### Exercise
Search the entries below for the word "graph" and copy each line that has it.

### Records for this exercise
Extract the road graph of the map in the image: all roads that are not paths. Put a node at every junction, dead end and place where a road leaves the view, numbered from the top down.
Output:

* * *

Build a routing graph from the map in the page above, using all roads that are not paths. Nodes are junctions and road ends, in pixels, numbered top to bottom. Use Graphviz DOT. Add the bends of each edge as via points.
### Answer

...

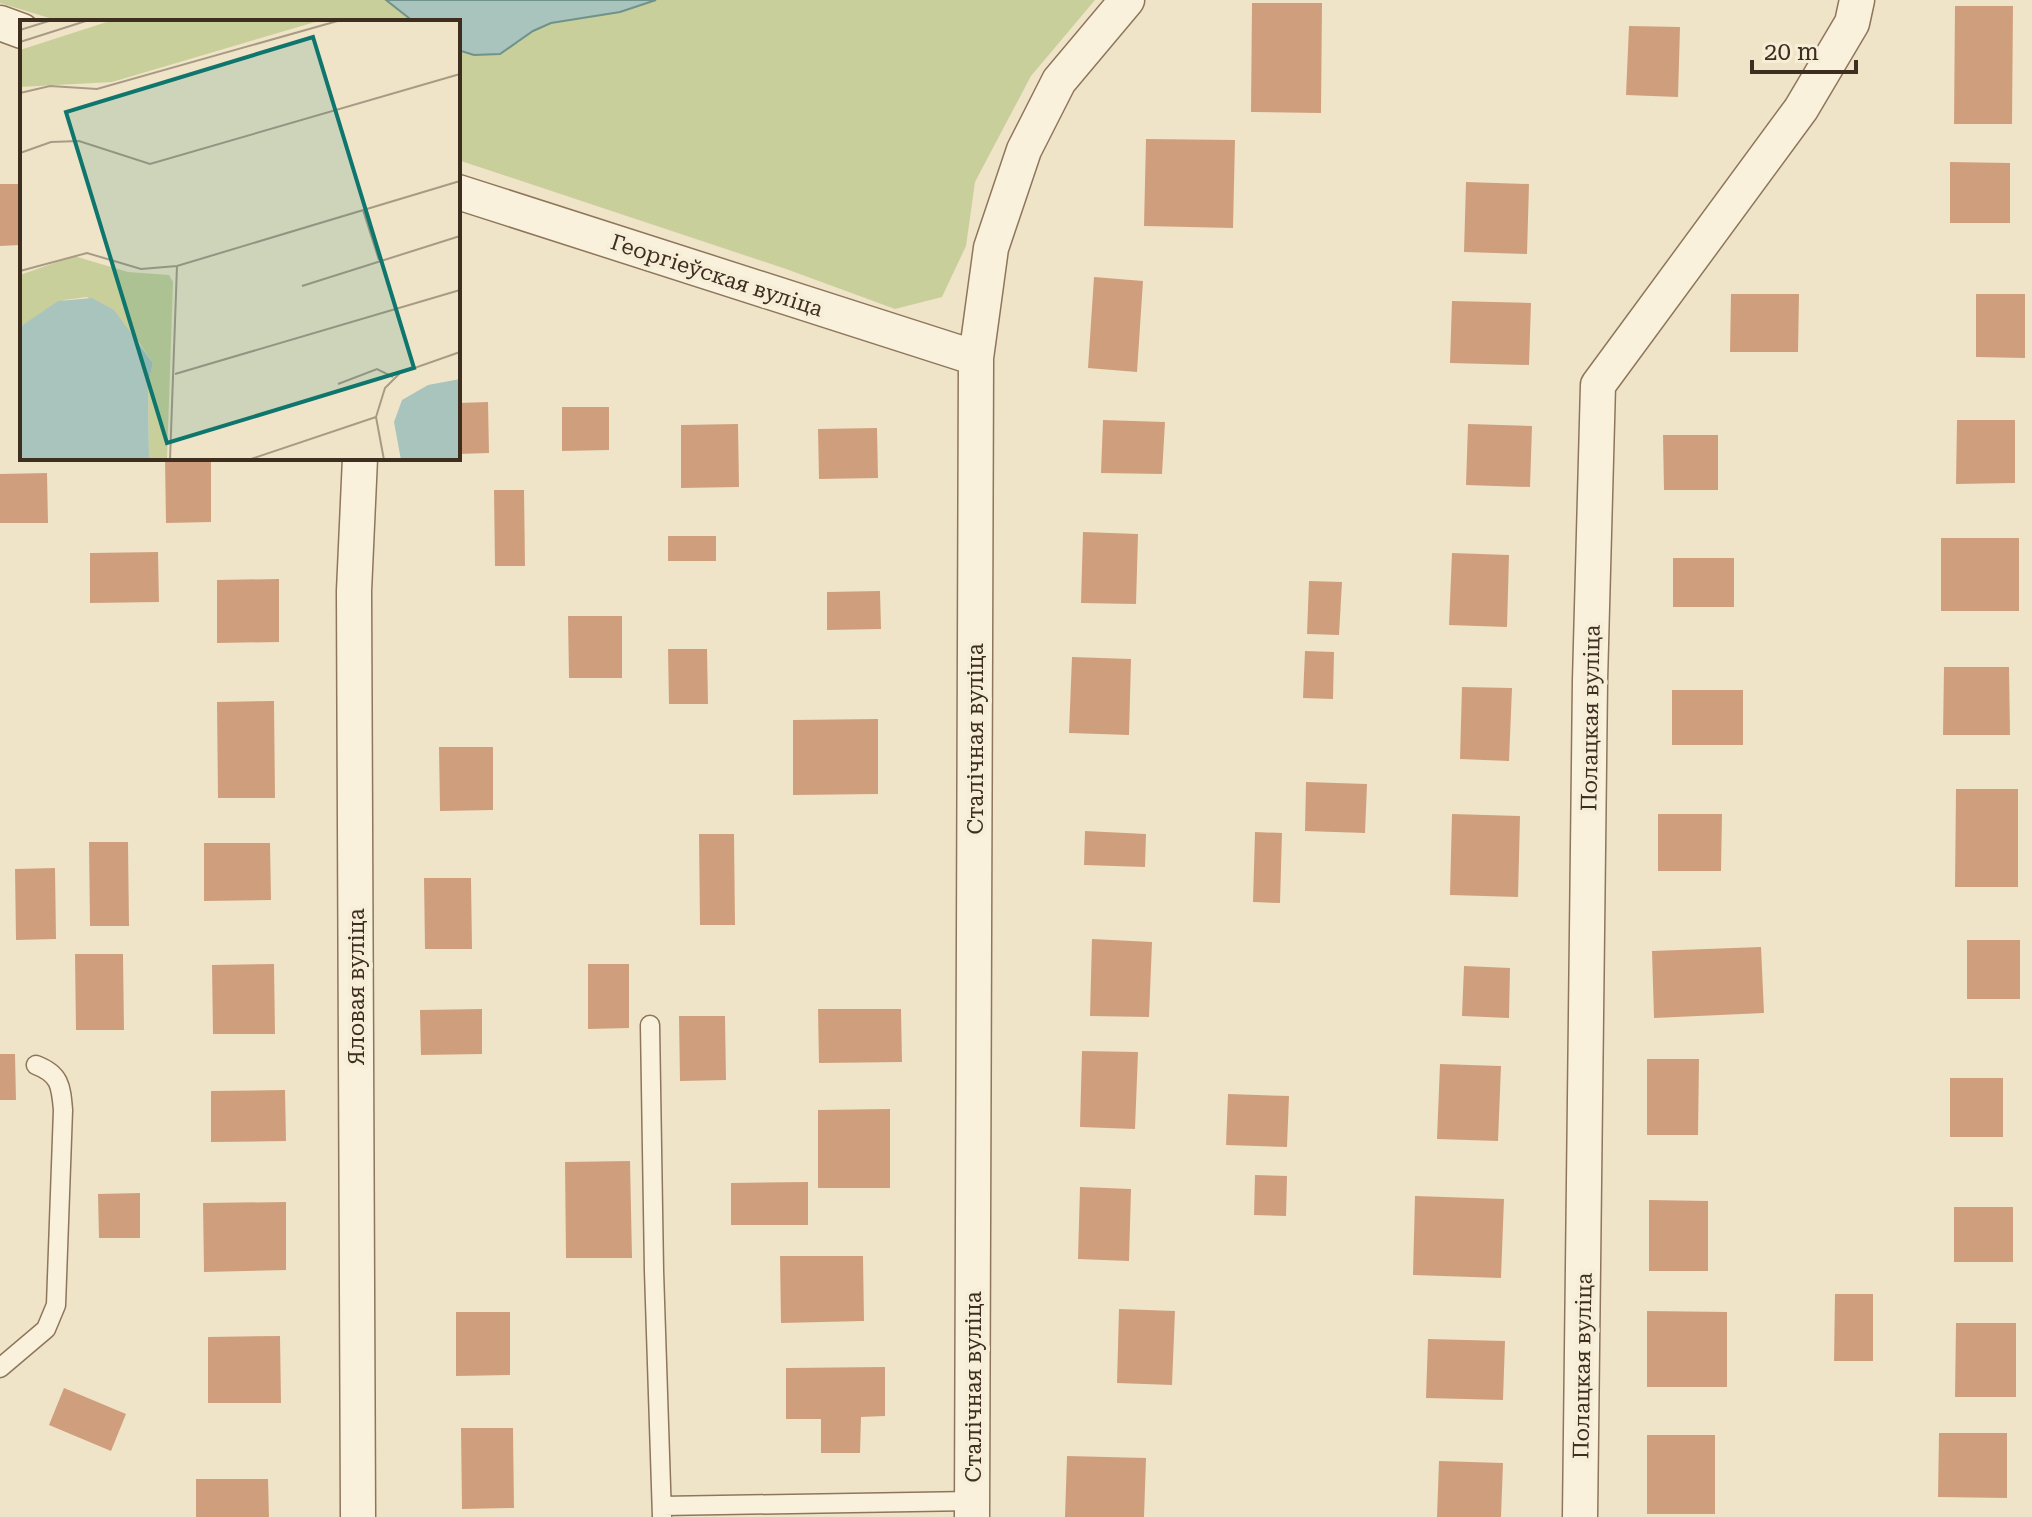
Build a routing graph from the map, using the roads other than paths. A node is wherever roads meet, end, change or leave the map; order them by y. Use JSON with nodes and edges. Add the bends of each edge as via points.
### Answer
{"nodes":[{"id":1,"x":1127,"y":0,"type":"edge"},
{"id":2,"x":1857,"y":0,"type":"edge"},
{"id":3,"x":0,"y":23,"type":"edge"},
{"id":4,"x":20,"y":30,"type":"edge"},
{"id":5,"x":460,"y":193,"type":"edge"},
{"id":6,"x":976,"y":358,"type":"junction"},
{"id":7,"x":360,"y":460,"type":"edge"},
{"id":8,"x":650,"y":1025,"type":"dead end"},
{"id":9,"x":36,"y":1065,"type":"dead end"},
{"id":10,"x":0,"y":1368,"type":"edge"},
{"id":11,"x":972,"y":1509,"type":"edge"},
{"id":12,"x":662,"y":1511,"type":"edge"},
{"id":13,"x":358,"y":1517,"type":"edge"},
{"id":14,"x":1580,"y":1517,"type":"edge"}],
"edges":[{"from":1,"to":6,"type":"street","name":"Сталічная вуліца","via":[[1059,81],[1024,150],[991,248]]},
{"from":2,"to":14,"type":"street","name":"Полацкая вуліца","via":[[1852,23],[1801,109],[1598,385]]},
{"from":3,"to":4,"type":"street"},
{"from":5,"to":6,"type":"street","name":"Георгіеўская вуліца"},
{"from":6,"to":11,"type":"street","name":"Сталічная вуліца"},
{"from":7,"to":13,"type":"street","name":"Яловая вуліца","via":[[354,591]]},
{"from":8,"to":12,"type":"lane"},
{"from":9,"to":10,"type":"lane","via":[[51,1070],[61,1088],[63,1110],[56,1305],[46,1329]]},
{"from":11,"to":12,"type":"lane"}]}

### Answer space
Extract the road graph of the map in the image: all roads that are not paths. Put a node at every junction, dead end and place where a road leaves the view, numbered from the top down.
Build a routing graph from the map in the page above, using all roads that are not paths. Nodes are junctions and road ends, in pixels, numbered top to bottom. Use Graphviz DOT. Add the bends of each edge as via points.
Build a routing graph from the map, using the roads other than paths. A node is wherever roads meet, end, change or leave the map; order them by y. Use JSON with nodes and edges. Add the bends of each edge as via points.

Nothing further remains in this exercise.